On petition from local businessmen, the Reconstruction-era governor of Texas, Andrew Jackson Hamilton, commissioned him as mayor of the city in 1865, which was then struggling with martial law, a demoralized population and a bankrupt treasury.
[2] After he left office, he helped establish the first Republican newspaper in Texas, the San Antonio Express, and served as editor for eight months.
In 1892 he drew up articles to incorporate a women's club, and in 1894 he helped establish a chapter of the Southern California Society of the Sons of the American Revolution.
[2][1] While in San Diego, Cleveland became friends with Oliver Sanford, a local surveyor for the railroad who enjoyed collecting and identifying beetles.
Impressed by the diversity of plants, animals, and habitats in the region, the two men decided to form a society to serve local natural history.
It initially was a club for nature hobbyists, with the society holding weekly meetings, they soon established a scientific library, and began to handle donations of plant, animal, and fossil collections.

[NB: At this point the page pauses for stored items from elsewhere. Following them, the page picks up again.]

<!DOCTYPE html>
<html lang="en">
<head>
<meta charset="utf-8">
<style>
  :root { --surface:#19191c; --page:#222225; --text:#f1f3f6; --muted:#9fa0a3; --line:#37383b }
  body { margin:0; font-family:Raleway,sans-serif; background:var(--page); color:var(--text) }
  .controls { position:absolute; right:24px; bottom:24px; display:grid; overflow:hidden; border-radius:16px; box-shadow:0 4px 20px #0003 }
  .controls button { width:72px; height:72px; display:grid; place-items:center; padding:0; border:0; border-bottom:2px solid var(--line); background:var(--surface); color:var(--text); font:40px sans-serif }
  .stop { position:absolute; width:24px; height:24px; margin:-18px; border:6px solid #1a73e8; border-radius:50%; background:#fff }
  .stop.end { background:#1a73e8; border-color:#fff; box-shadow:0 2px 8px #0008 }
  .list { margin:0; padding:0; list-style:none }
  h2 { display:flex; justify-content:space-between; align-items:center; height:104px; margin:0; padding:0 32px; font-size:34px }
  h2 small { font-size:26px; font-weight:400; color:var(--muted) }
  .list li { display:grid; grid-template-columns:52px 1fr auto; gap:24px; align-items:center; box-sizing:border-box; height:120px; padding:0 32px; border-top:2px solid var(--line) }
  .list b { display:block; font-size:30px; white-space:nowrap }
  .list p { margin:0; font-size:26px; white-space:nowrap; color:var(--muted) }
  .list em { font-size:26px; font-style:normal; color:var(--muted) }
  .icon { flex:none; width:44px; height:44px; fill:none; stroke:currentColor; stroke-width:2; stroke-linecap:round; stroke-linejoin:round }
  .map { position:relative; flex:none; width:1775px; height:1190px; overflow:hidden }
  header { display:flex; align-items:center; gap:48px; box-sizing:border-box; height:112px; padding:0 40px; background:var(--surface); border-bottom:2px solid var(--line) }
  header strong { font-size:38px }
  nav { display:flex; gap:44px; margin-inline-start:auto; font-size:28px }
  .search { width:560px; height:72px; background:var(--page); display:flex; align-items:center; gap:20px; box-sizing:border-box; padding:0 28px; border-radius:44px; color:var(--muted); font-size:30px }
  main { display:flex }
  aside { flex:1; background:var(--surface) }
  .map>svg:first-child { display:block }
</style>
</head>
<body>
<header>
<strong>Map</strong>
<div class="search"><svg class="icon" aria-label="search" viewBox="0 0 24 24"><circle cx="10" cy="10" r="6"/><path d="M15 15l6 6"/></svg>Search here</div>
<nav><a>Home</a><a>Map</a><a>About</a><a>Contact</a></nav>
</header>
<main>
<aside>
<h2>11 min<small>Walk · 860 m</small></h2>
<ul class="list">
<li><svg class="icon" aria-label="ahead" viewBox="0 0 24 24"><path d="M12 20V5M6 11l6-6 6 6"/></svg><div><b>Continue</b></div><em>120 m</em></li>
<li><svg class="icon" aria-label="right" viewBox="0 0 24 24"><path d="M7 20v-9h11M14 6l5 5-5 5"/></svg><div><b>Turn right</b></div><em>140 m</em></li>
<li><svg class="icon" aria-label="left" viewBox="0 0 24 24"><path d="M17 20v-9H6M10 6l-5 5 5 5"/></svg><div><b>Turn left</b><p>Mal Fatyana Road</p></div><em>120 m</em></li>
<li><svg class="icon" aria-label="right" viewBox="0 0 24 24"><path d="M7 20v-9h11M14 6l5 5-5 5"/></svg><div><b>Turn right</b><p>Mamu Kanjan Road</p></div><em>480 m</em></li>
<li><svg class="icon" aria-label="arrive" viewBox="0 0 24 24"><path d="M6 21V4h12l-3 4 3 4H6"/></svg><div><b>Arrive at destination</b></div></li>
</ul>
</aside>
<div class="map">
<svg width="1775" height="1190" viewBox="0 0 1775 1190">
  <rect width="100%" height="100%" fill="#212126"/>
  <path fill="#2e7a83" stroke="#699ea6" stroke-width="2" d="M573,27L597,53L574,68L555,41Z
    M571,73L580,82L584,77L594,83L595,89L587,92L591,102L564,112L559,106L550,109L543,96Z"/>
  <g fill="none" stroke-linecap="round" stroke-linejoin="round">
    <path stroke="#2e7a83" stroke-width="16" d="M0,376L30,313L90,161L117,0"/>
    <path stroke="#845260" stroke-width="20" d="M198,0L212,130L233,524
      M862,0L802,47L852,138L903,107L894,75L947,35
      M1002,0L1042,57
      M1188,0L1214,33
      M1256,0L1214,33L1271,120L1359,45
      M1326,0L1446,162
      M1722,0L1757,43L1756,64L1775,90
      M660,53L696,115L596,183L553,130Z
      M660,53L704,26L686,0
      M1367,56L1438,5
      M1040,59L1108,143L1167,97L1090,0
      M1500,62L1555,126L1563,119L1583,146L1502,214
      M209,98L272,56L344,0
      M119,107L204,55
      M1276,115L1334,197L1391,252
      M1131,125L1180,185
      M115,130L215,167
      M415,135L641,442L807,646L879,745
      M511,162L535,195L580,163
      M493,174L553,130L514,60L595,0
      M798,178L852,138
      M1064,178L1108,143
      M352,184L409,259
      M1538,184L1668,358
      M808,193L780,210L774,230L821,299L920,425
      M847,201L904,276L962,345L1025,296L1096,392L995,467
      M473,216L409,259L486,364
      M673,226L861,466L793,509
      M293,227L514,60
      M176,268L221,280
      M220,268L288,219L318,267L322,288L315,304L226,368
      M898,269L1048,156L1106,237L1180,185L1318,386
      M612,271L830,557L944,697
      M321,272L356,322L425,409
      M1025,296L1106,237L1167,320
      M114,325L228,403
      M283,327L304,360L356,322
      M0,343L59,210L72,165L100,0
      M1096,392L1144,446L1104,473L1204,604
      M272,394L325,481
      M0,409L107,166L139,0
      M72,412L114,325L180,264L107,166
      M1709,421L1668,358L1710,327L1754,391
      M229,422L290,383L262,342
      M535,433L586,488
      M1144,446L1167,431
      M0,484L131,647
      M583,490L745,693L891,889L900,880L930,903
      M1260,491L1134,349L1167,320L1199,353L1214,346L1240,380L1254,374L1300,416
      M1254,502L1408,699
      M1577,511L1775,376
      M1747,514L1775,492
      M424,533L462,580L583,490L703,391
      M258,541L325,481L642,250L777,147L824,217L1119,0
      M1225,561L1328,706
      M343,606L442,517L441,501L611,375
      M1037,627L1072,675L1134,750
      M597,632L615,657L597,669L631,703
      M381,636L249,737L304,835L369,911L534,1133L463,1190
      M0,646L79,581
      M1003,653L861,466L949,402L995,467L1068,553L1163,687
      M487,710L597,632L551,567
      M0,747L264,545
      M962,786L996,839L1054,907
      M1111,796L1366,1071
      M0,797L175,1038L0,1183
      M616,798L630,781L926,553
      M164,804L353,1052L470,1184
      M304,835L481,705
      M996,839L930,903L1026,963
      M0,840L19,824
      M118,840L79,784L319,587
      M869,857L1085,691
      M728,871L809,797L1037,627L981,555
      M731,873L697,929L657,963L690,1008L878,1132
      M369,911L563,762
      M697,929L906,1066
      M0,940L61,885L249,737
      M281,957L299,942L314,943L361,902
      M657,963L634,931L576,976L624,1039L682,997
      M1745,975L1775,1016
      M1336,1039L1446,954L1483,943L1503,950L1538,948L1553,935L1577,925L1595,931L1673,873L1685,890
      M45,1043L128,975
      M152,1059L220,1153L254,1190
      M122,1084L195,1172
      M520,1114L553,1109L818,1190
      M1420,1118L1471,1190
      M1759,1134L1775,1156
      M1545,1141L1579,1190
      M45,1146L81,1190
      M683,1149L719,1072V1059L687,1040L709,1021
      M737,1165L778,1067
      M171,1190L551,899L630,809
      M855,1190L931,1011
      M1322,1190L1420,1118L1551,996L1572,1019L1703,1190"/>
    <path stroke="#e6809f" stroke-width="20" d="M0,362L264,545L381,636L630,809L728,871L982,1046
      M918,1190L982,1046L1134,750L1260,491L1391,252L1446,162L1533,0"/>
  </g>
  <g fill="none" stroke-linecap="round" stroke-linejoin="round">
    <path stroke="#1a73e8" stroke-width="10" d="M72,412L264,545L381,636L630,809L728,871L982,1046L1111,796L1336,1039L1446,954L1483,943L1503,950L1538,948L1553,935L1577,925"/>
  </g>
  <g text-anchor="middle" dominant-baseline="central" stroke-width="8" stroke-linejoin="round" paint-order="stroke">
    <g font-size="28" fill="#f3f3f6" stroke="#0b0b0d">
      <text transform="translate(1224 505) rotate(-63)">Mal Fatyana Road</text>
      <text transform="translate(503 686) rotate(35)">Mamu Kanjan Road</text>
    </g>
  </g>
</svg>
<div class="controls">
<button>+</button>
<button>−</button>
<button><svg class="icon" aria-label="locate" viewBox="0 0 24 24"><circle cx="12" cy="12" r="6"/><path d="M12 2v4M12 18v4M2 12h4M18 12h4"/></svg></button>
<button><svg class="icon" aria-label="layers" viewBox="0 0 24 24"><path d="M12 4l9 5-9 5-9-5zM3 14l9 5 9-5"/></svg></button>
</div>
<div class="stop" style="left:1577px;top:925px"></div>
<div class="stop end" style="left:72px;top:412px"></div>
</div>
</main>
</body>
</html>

Cleveland made collections of the local flora, becoming the first to produce a systematic study of the plants of the San Diego area after the 1850 boundary survey.
He also corresponded with numerous other scientists, European and American, submitting many new taxa of plants and animals, including a genus of fish named in his honor.
His particular interest was in ferns, and his plant collection that he gifted formed the initial bulk of the San Diego Society of Natural History's herbarium.
[7] Preoccupied with community and scientific service, Cleveland had found little time for marriage, until he finally married the widow Marion South Webb on July 22, 1921.